## DATA FOR ANALYSIS
--------
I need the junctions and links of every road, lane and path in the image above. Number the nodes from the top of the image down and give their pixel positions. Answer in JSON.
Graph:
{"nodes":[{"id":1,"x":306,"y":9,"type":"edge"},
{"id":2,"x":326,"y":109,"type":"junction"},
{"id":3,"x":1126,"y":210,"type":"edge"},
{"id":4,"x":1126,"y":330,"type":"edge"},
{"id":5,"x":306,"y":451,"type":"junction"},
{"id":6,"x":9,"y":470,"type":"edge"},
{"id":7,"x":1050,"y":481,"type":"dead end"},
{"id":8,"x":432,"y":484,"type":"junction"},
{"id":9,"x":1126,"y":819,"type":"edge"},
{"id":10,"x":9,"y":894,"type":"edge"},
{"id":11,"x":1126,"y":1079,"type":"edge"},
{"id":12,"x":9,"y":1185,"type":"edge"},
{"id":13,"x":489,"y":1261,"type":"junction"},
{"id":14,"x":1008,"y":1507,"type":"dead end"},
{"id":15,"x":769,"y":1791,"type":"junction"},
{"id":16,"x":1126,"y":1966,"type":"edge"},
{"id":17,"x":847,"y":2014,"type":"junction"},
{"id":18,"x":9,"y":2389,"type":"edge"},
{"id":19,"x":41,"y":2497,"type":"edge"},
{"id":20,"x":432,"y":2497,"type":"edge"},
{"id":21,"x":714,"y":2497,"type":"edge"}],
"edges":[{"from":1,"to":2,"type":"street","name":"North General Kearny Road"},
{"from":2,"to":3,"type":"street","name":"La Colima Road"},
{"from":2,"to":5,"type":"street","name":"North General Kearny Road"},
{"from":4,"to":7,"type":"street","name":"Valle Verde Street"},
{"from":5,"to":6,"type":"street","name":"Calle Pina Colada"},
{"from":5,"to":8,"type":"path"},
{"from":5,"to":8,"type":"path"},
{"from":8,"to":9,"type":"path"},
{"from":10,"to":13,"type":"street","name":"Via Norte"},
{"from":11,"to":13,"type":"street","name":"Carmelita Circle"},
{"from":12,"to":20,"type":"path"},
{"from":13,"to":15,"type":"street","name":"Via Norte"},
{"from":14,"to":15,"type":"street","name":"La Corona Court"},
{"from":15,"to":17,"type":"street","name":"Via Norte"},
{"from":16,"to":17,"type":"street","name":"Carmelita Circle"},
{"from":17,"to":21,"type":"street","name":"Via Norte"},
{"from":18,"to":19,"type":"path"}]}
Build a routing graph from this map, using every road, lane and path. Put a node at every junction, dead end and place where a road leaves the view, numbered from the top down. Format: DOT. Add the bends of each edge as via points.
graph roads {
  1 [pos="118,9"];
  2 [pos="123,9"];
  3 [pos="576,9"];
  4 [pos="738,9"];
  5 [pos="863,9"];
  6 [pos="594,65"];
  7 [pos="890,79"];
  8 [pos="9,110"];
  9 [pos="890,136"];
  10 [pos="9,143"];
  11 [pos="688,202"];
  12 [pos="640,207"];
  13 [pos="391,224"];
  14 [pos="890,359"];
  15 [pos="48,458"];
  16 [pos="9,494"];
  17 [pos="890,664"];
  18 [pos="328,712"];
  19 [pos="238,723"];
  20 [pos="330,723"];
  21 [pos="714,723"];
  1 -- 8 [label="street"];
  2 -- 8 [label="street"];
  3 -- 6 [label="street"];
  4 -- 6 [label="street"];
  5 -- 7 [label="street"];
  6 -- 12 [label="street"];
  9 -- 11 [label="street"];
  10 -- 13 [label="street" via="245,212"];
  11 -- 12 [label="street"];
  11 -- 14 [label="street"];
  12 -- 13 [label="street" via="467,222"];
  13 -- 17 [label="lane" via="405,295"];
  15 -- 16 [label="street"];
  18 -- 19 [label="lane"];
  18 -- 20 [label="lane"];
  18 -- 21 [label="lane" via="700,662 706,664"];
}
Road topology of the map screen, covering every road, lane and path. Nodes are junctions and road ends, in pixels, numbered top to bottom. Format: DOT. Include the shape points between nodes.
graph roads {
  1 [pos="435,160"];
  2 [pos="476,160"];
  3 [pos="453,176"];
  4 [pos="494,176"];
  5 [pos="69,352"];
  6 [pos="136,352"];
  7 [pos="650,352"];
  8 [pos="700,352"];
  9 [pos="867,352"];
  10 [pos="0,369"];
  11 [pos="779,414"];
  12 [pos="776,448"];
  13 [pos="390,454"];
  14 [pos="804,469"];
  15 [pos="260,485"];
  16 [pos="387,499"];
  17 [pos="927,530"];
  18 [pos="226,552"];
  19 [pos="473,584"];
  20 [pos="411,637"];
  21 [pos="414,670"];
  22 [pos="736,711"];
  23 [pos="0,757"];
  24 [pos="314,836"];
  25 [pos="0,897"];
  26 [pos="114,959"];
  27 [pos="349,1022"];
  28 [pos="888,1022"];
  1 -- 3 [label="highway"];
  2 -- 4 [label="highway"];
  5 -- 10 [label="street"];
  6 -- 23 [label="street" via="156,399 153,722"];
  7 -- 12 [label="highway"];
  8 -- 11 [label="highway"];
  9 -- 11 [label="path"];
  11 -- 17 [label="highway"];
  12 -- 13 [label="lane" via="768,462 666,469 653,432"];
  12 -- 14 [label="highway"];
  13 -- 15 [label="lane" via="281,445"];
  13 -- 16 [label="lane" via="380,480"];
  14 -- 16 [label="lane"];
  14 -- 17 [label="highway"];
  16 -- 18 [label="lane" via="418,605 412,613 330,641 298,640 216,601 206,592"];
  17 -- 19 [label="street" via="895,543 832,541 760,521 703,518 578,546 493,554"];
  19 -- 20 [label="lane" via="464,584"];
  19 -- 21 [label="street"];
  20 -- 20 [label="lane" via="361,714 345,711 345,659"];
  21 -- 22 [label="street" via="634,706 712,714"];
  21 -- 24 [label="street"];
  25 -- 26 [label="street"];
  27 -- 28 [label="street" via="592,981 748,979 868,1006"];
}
--------
## INSTRUCTIONS FOR THE TASK
Output each line of the listing in which the string "every" is found.

## RESPONSE FOR THIS EXERCISE
I need the junctions and links of every road, lane and path in the image above. Number the nodes from the top of the image down and give their pixel positions. Answer in JSON.
Build a routing graph from this map, using every road, lane and path. Put a node at every junction, dead end and place where a road leaves the view, numbered from the top down. Format: DOT. Add the bends of each edge as via points.
Road topology of the map screen, covering every road, lane and path. Nodes are junctions and road ends, in pixels, numbered top to bottom. Format: DOT. Include the shape points between nodes.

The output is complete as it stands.